> **Exercise instructions**
Pictures are not part of the copy; reproduce the remaining data exactly.

> **Records shown**
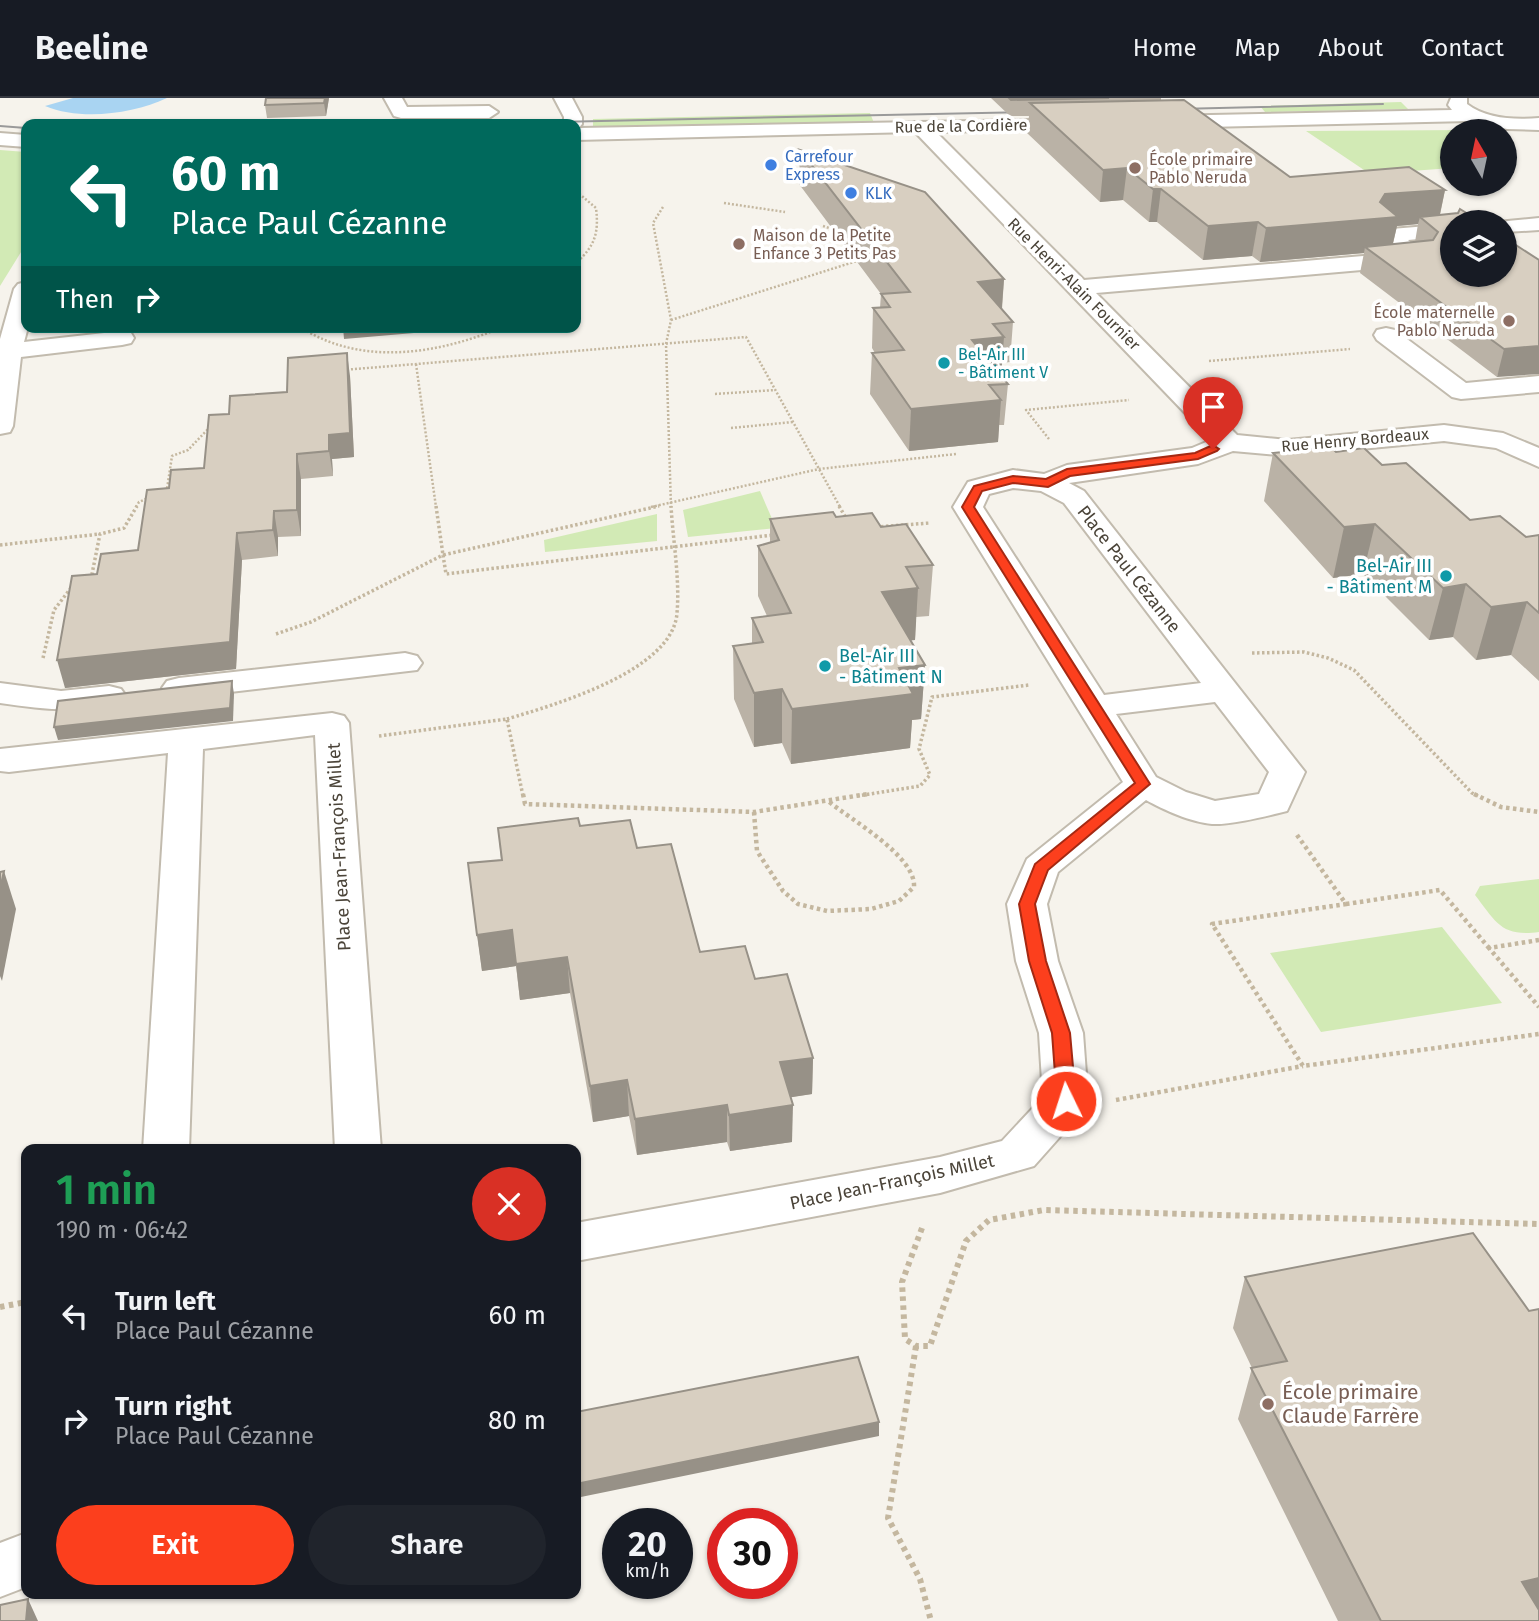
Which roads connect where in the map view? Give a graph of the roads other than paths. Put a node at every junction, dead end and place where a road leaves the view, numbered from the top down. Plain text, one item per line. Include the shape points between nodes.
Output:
1 (393, 98) edge
2 (563, 98) edge
3 (1460, 98) edge
4 (488, 112) edge
5 (1473, 115) junction
6 (573, 119) edge
7 (1138, 122) edge
8 (1098, 123) edge
9 (1537, 126) edge
10 (919, 127) junction
11 (581, 134) edge
12 (0, 139) edge
13 (21, 141) edge
14 (1539, 224) edge
15 (1517, 225) edge
16 (1440, 231) edge
17 (1077, 288) junction
18 (21, 307) edge
19 (1387, 335) dead end
20 (122, 338) dead end
21 (9, 351) junction
22 (1539, 384) edge
23 (0, 426) edge
24 (1229, 442) junction
25 (1539, 459) edge
26 (1048, 483) junction
27 (405, 663) dead end
28 (1224, 691) junction
29 (0, 693) edge
30 (1086, 693) junction
31 (186, 740) junction
32 (0, 760) edge
33 (1143, 784) junction
34 (166, 1144) edge
35 (358, 1144) edge
36 (581, 1241) edge
37 (21, 1561) edge
38 (0, 1571) edge

1 - 4 street via 401,112
2 - 6 street
3 - 5 street via 1457,105
5 - 7 street
5 - 9 street
8 - 10 street, Rue de la Cordière
10 - 11 street, Rue de la Cordière
10 - 17 street, Rue Henri-Alain Fournier
12 - 13 street
14 - 15 street
16 - 17 street via 1387,235 1430,257
17 - 24 street, Rue Henri-Alain Fournier
18 - 21 street
19 - 22 street via 1461,391
20 - 21 street
21 - 23 street
24 - 25 street, Rue Henry Bordeaux via 1288,448 1444,433 1503,442
24 - 26 street, Rue Henry Bordeaux via 1198,456 1067,473
26 - 28 street, Place Paul Cézanne via 1074,497
26 - 30 street, Place Paul Cézanne via 1013,480 978,488 968,507
27 - 29 street via 61,701
28 - 30 street
28 - 33 street, Place Paul Cézanne via 1286,772 1274,803 1213,813
30 - 33 street
31 - 32 street
31 - 34 street
31 - 35 street, Place Jean-François Millet via 332,723
33 - 36 street, Place Jean-François Millet via 1041,867 1027,904 1037,961 1061,1033 1066,1101 1018,1154 940,1175
37 - 38 street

> **Answer to this task**
Which roads connect where in the map view? Give a graph of the roads other than paths. Put a node at every junction, dead end and place where a road leaves the view, numbered from the top down. Plain text, one item per line. Include the shape points between nodes.
Output:
1 (393, 98) edge
2 (563, 98) edge
3 (1460, 98) edge
4 (488, 112) edge
5 (1473, 115) junction
6 (573, 119) edge
7 (1138, 122) edge
8 (1098, 123) edge
9 (1537, 126) edge
10 (919, 127) junction
11 (581, 134) edge
12 (0, 139) edge
13 (21, 141) edge
14 (1539, 224) edge
15 (1517, 225) edge
16 (1440, 231) edge
17 (1077, 288) junction
18 (21, 307) edge
19 (1387, 335) dead end
20 (122, 338) dead end
21 (9, 351) junction
22 (1539, 384) edge
23 (0, 426) edge
24 (1229, 442) junction
25 (1539, 459) edge
26 (1048, 483) junction
27 (405, 663) dead end
28 (1224, 691) junction
29 (0, 693) edge
30 (1086, 693) junction
31 (186, 740) junction
32 (0, 760) edge
33 (1143, 784) junction
34 (166, 1144) edge
35 (358, 1144) edge
36 (581, 1241) edge
37 (21, 1561) edge
38 (0, 1571) edge

1 - 4 street via 401,112
2 - 6 street
3 - 5 street via 1457,105
5 - 7 street
5 - 9 street
8 - 10 street, Rue de la Cordière
10 - 11 street, Rue de la Cordière
10 - 17 street, Rue Henri-Alain Fournier
12 - 13 street
14 - 15 street
16 - 17 street via 1387,235 1430,257
17 - 24 street, Rue Henri-Alain Fournier
18 - 21 street
19 - 22 street via 1461,391
20 - 21 street
21 - 23 street
24 - 25 street, Rue Henry Bordeaux via 1288,448 1444,433 1503,442
24 - 26 street, Rue Henry Bordeaux via 1198,456 1067,473
26 - 28 street, Place Paul Cézanne via 1074,497
26 - 30 street, Place Paul Cézanne via 1013,480 978,488 968,507
27 - 29 street via 61,701
28 - 30 street
28 - 33 street, Place Paul Cézanne via 1286,772 1274,803 1213,813
30 - 33 street
31 - 32 street
31 - 34 street
31 - 35 street, Place Jean-François Millet via 332,723
33 - 36 street, Place Jean-François Millet via 1041,867 1027,904 1037,961 1061,1033 1066,1101 1018,1154 940,1175
37 - 38 street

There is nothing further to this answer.